Capacity Management

Type:

Enterprise Platform

Duration:

8 Months • Feb.25 - Nov.25

Some of the specifics are under NDA, so a few details had to be abstracted.
The shape of the work, the thinking behind it, all of that is here.

Context

Astreya runs technician operations for Google's offices worldwide. Five regions (NAMER, LATAM, EMEA, APAC, and India), each with multiple buildings, each building with its own pool of technicians, managers, and tickets to solve. Tickets fall into five service categories. Each building has a demand (hours of work needed) and a supply (technician hours available), and those numbers roll up to region level. There's also a utilization metric, throughput (past data), and forecast (predicted data).

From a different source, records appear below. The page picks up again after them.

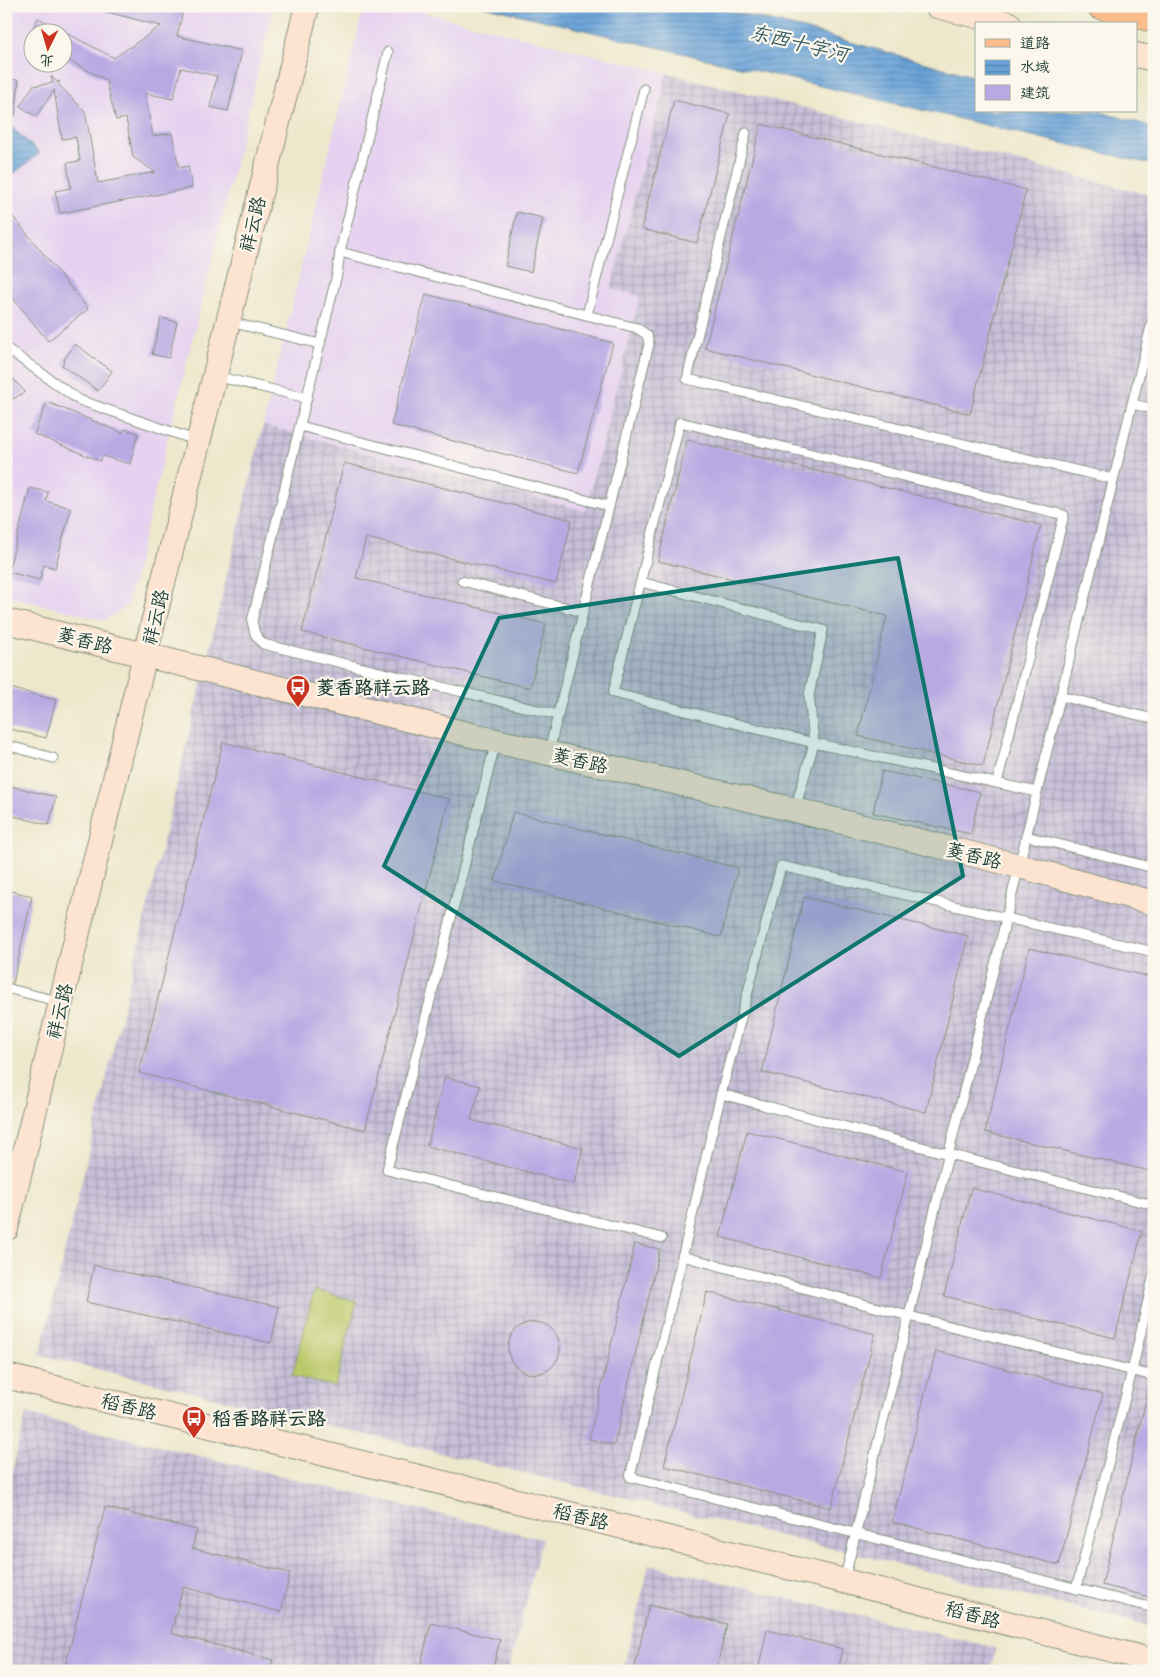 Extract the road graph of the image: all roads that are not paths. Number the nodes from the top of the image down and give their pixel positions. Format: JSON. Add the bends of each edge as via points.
{"nodes":[{"id":1,"x":307,"y":6,"type":"edge"},
{"id":2,"x":937,"y":6,"type":"edge"},
{"id":3,"x":1100,"y":6,"type":"edge"},
{"id":4,"x":1154,"y":19,"type":"edge"},
{"id":5,"x":1001,"y":22,"type":"edge"},
{"id":6,"x":388,"y":52,"type":"dead end"},
{"id":7,"x":1138,"y":55,"type":"edge"},
{"id":8,"x":1154,"y":59,"type":"edge"},
{"id":9,"x":644,"y":89,"type":"dead end"},
{"id":10,"x":746,"y":133,"type":"dead end"},
{"id":11,"x":340,"y":252,"type":"junction"},
{"id":12,"x":1154,"y":314,"type":"edge"},
{"id":13,"x":588,"y":315,"type":"junction"},
{"id":14,"x":228,"y":321,"type":"junction"},
{"id":15,"x":320,"y":344,"type":"junction"},
{"id":16,"x":6,"y":348,"type":"edge"},
{"id":17,"x":215,"y":376,"type":"junction"},
{"id":18,"x":307,"y":398,"type":"junction"},
{"id":19,"x":1132,"y":404,"type":"junction"},
{"id":20,"x":1154,"y":409,"type":"edge"},
{"id":21,"x":300,"y":426,"type":"junction"},
{"id":22,"x":198,"y":441,"type":"junction"},
{"id":23,"x":1114,"y":479,"type":"junction"},
{"id":24,"x":610,"y":506,"type":"junction"},
{"id":25,"x":462,"y":581,"type":"dead end"},
{"id":26,"x":641,"y":582,"type":"junction"},
{"id":27,"x":583,"y":612,"type":"junction"},
{"id":28,"x":6,"y":621,"type":"edge"},
{"id":29,"x":145,"y":655,"type":"junction"},
{"id":30,"x":1060,"y":696,"type":"junction"},
{"id":31,"x":558,"y":715,"type":"junction"},
{"id":32,"x":1154,"y":719,"type":"edge"},
{"id":33,"x":496,"y":741,"type":"junction"},
{"id":34,"x":814,"y":742,"type":"junction"},
{"id":35,"x":6,"y":745,"type":"edge"},
{"id":36,"x":548,"y":753,"type":"junction"},
{"id":37,"x":53,"y":758,"type":"dead end"},
{"id":38,"x":997,"y":783,"type":"junction"},
{"id":39,"x":1037,"y":792,"type":"junction"},
{"id":40,"x":795,"y":810,"type":"junction"},
{"id":41,"x":1026,"y":836,"type":"junction"},
{"id":42,"x":1019,"y":866,"type":"junction"},
{"id":43,"x":1154,"y":868,"type":"edge"},
{"id":44,"x":1154,"y":903,"type":"edge"},
{"id":45,"x":1006,"y":918,"type":"junction"},
{"id":46,"x":1154,"y":952,"type":"edge"},
{"id":47,"x":6,"y":988,"type":"edge"},
{"id":48,"x":61,"y":1002,"type":"junction"},
{"id":49,"x":721,"y":1094,"type":"junction"},
{"id":50,"x":948,"y":1154,"type":"junction"},
{"id":51,"x":1154,"y":1205,"type":"edge"},
{"id":52,"x":6,"y":1229,"type":"edge"},
{"id":53,"x":662,"y":1238,"type":"dead end"},
{"id":54,"x":682,"y":1256,"type":"junction"},
{"id":55,"x":1154,"y":1274,"type":"edge"},
{"id":56,"x":908,"y":1316,"type":"junction"},
{"id":57,"x":1132,"y":1371,"type":"junction"},
{"id":58,"x":6,"y":1376,"type":"edge"},
{"id":59,"x":1154,"y":1376,"type":"edge"},
{"id":60,"x":856,"y":1532,"type":"junction"},
{"id":61,"x":844,"y":1581,"type":"junction"},
{"id":62,"x":1076,"y":1589,"type":"junction"},
{"id":63,"x":1154,"y":1608,"type":"edge"},
{"id":64,"x":1154,"y":1661,"type":"edge"}],
"edges":[{"from":1,"to":14,"type":"street","name":"祥云路"},
{"from":2,"to":5,"type":"street"},
{"from":3,"to":4,"type":"main road"},
{"from":6,"to":11,"type":"lane"},
{"from":7,"to":8,"type":"street"},
{"from":9,"to":13,"type":"lane"},
{"from":10,"to":23,"type":"lane","via":[[687,379]]},
{"from":11,"to":13,"type":"lane"},
{"from":11,"to":15,"type":"lane"},
{"from":12,"to":19,"type":"lane"},
{"from":13,"to":24,"type":"lane","via":[[637,328],[647,335],[649,344]]},
{"from":14,"to":15,"type":"lane"},
{"from":14,"to":17,"type":"street","name":"祥云路"},
{"from":15,"to":18,"type":"lane"},
{"from":16,"to":22,"type":"lane","via":[[79,400]]},
{"from":17,"to":18,"type":"lane"},
{"from":17,"to":22,"type":"street","name":"祥云路"},
{"from":18,"to":21,"type":"lane"},
{"from":19,"to":20,"type":"lane"},
{"from":19,"to":23,"type":"lane"},
{"from":21,"to":24,"type":"lane"},
{"from":21,"to":31,"type":"lane","via":[[252,621],[255,634],[263,644]]},
{"from":22,"to":29,"type":"street","name":"祥云路"},
{"from":23,"to":30,"type":"lane"},
{"from":24,"to":27,"type":"lane"},
{"from":25,"to":27,"type":"lane"},
{"from":26,"to":34,"type":"lane","via":[[824,630],[809,695]]},
{"from":26,"to":34,"type":"lane","via":[[613,693]]},
{"from":26,"to":38,"type":"lane","via":[[680,422],[1064,515]]},
{"from":27,"to":31,"type":"lane"},
{"from":28,"to":29,"type":"street","name":"菱香路"},
{"from":29,"to":33,"type":"street","name":"菱香路"},
{"from":29,"to":48,"type":"street","name":"祥云路"},
{"from":30,"to":32,"type":"lane"},
{"from":30,"to":39,"type":"lane"},
{"from":31,"to":36,"type":"lane"},
{"from":33,"to":36,"type":"street","name":"菱香路"},
{"from":33,"to":53,"type":"lane","via":[[387,1170]]},
{"from":34,"to":38,"type":"lane"},
{"from":34,"to":40,"type":"lane"},
{"from":35,"to":37,"type":"lane"},
{"from":36,"to":40,"type":"street","name":"菱香路"},
{"from":38,"to":39,"type":"lane"},
{"from":39,"to":41,"type":"lane"},
{"from":40,"to":42,"type":"street","name":"菱香路"},
{"from":41,"to":42,"type":"lane"},
{"from":41,"to":43,"type":"lane"},
{"from":42,"to":44,"type":"street","name":"菱香路"},
{"from":42,"to":45,"type":"lane"},
{"from":45,"to":46,"type":"lane"},
{"from":45,"to":49,"type":"lane","via":[[781,866]]},
{"from":45,"to":50,"type":"lane"},
{"from":47,"to":48,"type":"lane"},
{"from":48,"to":52,"type":"street","name":"祥云路"},
{"from":49,"to":50,"type":"lane"},
{"from":49,"to":54,"type":"lane"},
{"from":50,"to":51,"type":"lane"},
{"from":50,"to":56,"type":"lane"},
{"from":54,"to":56,"type":"lane"},
{"from":54,"to":60,"type":"lane","via":[[630,1477]]},
{"from":55,"to":57,"type":"lane"},
{"from":56,"to":57,"type":"lane"},
{"from":56,"to":60,"type":"lane"},
{"from":57,"to":59,"type":"lane"},
{"from":57,"to":62,"type":"lane"},
{"from":58,"to":61,"type":"street","name":"稻香路"},
{"from":60,"to":61,"type":"lane"},
{"from":60,"to":62,"type":"lane"},
{"from":61,"to":64,"type":"street","name":"稻香路"},
{"from":62,"to":63,"type":"lane"}]}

That's a lot to hold in your head. Right now, they were holding it in spreadsheets.

Problem

The whole thing ran on giant Excel sheets. Hundreds of variables, dependencies stacked on dependencies, one wrong cell and the day was gone. The sheets worked when the operation was smaller. At Google scale, across five regions and a hierarchy that goes regional manager > manager > technician, they didn't.

A few things made this harder than a normal "build a dashboard" project:

  • The data volume was genuinely surreal. We had to design for one region with one building and one technician, and for hundreds of buildings across five regions, with the same UI. No "this version works at small scale" loopholes.

  • There was no reference to pull from. No existing internal tool, no public product solving this exact problem at this scale. We were building it blind.

  • We were locked into Material UI 2017, the design system the rest of the Astreya product already used. Changing it meant changing everything, so visual redesign was off the table from day one.

  • The timeline was tight, and the data was high-stakes. A wrong UI call here doesn't just confuse a user. It causes a manager to misallocate a region's workforce.

What we tried first

We started with tables. It's the obvious move when the input is a spreadsheet, and we wanted to see how far it could go.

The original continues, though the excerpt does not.